One big solution to how to commercialize clean technologies that scale faster, perform better, and are cheaper than higher-polluting alternatives: “Goals, goals and goals.”
“If we have more focus and alignment around resources, we can do more with less,” Jay added.
But in order to achieve the goals framing a serious climate strategy, there must be recognition of what’s at stake. “You can’t talk about the problem, it’s kind of hard to set the goals,” Jay said.
What’s changed is that climate change and clean energy is beginning to seep back into the national debate.
Others on the panel – Southern Company CEO Tom Fanning, Shell Chairman Chris Holliday, American Air Liquide Holdings CEO Michael Graff and Former Aerospace Corporation CEO (and current Chevron board member) Wanda Austin – said those companies have begun to directly link long-term compensation for senior officials to meeting their goals of reducing carbon emissions. “And then the organization says, ‘I guess they’re serious because they’re putting their pay on the line,’” Holliday said. Fanning added that Southern’s decision to start doing that this year “is going to move the ball.”
But he added that existing technologies are “far short than what we need,” using as an example the “miracle” directional drilling and hydraulic fracturing has done for shale gas production.
Jay reminded that last Congress saw incremental but important clean energy wins – including robust and targeted investments, Department of Energy goals for storage and advanced nuclear and fixing the tax code for carbon capture. “We focus on singles and doubles that build trust and a little bit of muscle tissue to get these things done,” he said. “Let’s have some big conversations but meanwhile let’s don’t forget the singles and doubles that will get us there.”
At the Bipartisan Policy Center event, Energy Secretary Rick Perry announced a new Department of Energy effort to recycle lithium ion batteries.

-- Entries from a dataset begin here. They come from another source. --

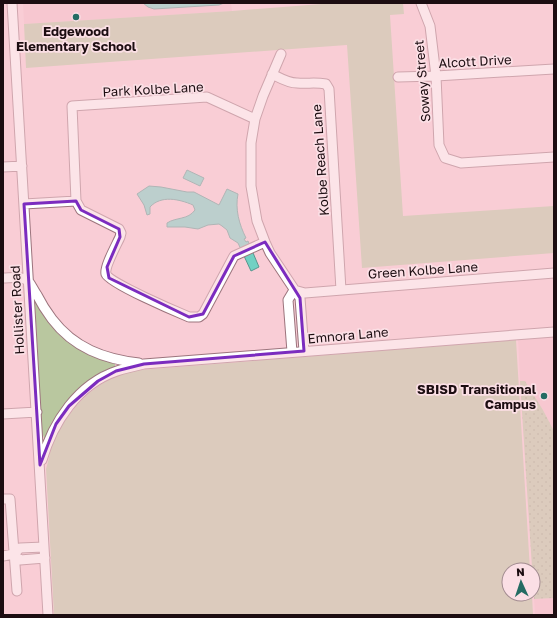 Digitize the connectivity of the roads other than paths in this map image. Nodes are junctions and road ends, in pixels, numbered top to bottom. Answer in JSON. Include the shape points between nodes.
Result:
{"nodes":[{"id":1,"x":12,"y":3,"type":"edge"},
{"id":2,"x":421,"y":3,"type":"edge"},
{"id":3,"x":281,"y":54,"type":"dead end"},
{"id":4,"x":554,"y":69,"type":"edge"},
{"id":5,"x":272,"y":74,"type":"junction"},
{"id":6,"x":436,"y":76,"type":"junction"},
{"id":7,"x":398,"y":77,"type":"dead end"},
{"id":8,"x":256,"y":119,"type":"junction"},
{"id":9,"x":554,"y":157,"type":"edge"},
{"id":10,"x":22,"y":166,"type":"junction"},
{"id":11,"x":3,"y":167,"type":"edge"},
{"id":12,"x":76,"y":201,"type":"junction"},
{"id":13,"x":29,"y":204,"type":"junction"},
{"id":14,"x":261,"y":244,"type":"junction"},
{"id":15,"x":554,"y":273,"type":"edge"},
{"id":16,"x":3,"y":278,"type":"edge"},
{"id":17,"x":29,"y":281,"type":"junction"},
{"id":18,"x":294,"y":290,"type":"junction"},
{"id":19,"x":341,"y":290,"type":"junction"},
{"id":20,"x":554,"y":332,"type":"edge"},
{"id":21,"x":292,"y":352,"type":"junction"},
{"id":22,"x":304,"y":352,"type":"junction"},
{"id":23,"x":144,"y":364,"type":"junction"},
{"id":24,"x":37,"y":412,"type":"junction"},
{"id":25,"x":3,"y":414,"type":"edge"},
{"id":26,"x":40,"y":465,"type":"junction"},
{"id":27,"x":6,"y":499,"type":"edge"},
{"id":28,"x":44,"y":547,"type":"junction"},
{"id":29,"x":14,"y":554,"type":"junction"},
{"id":30,"x":3,"y":556,"type":"edge"},
{"id":31,"x":45,"y":558,"type":"junction"},
{"id":32,"x":17,"y":591,"type":"dead end"},
{"id":33,"x":48,"y":615,"type":"edge"}],
"edges":[{"from":1,"to":10,"type":"street","name":"Hollister Road"},
{"from":2,"to":6,"type":"street","name":"Soway Street","via":[[430,26]]},
{"from":3,"to":5,"type":"street"},
{"from":4,"to":6,"type":"street","name":"Alcott Drive"},
{"from":5,"to":8,"type":"street"},
{"from":5,"to":19,"type":"street","name":"Kolbe Reach Lane","via":[[290,82],[326,84],[329,89]]},
{"from":6,"to":7,"type":"street","name":"Alcott Drive"},
{"from":6,"to":9,"type":"street","name":"Soway Street","via":[[440,145],[445,158],[461,162]]},
{"from":8,"to":12,"type":"street","name":"Park Kolbe Lane","via":[[207,97],[72,106]]},
{"from":8,"to":14,"type":"street","via":[[251,148],[250,186]]},
{"from":10,"to":11,"type":"street"},
{"from":10,"to":13,"type":"street","name":"Hollister Road"},
{"from":12,"to":13,"type":"street"},
{"from":12,"to":14,"type":"street","via":[[81,210],[120,229],[121,233],[106,267],[109,278],[189,317],[199,317],[203,314],[234,256]]},
{"from":13,"to":17,"type":"street","name":"Hollister Road"},
{"from":14,"to":18,"type":"street","via":[[270,253]]},
{"from":15,"to":19,"type":"street","name":"Green Kolbe Lane"},
{"from":16,"to":17,"type":"street","via":[[20,277]]},
{"from":17,"to":23,"type":"street","name":"Emnora Lane","via":[[52,319],[80,345],[117,360]]},
{"from":17,"to":24,"type":"street","name":"Hollister Road"},
{"from":18,"to":19,"type":"street","name":"Green Kolbe Lane","via":[[305,293]]},
{"from":18,"to":21,"type":"street","via":[[288,300]]},
{"from":18,"to":22,"type":"street","via":[[300,298]]},
{"from":20,"to":22,"type":"street","name":"Emnora Lane"},
{"from":21,"to":22,"type":"street","name":"Emnora Lane"},
{"from":21,"to":23,"type":"street","name":"Emnora Lane"},
{"from":23,"to":26,"type":"street","name":"Emnora Lane","via":[[116,371],[98,380],[82,393],[56,424]]},
{"from":24,"to":25,"type":"street"},
{"from":24,"to":26,"type":"street","name":"Hollister Road"},
{"from":26,"to":28,"type":"street","name":"Hollister Road"},
{"from":27,"to":29,"type":"street"},
{"from":28,"to":29,"type":"street","via":[[20,548]]},
{"from":28,"to":31,"type":"street","name":"Hollister Road"},
{"from":29,"to":30,"type":"street"},
{"from":29,"to":31,"type":"street","via":[[20,560]]},
{"from":29,"to":32,"type":"street"},
{"from":31,"to":33,"type":"street","name":"Hollister Road"}]}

It will include a new lithium ion recycling center housed at Argonne National Laboratory and a prize worth $5.5 million over the next three years. “As always my message is very clear- innovation works,” Perry said.
NEIMA would direct the Nuclear Regulatory Commission to develop a common-sense licensing pathway for advanced reactor concepts that promotes safety without being overly prescriptive. This is part of a broader effort to “rightsize” the NRC to match its workload.
Original sponsors include Senate Environment and Public Works Chairman John Barrasso, former EPW Chairman Jim Inhofe, Republicans Mike Crapo, Deb Fischer and Shelley Moore Capito and Democrats Sheldon Whitehouse and Joe Manchin.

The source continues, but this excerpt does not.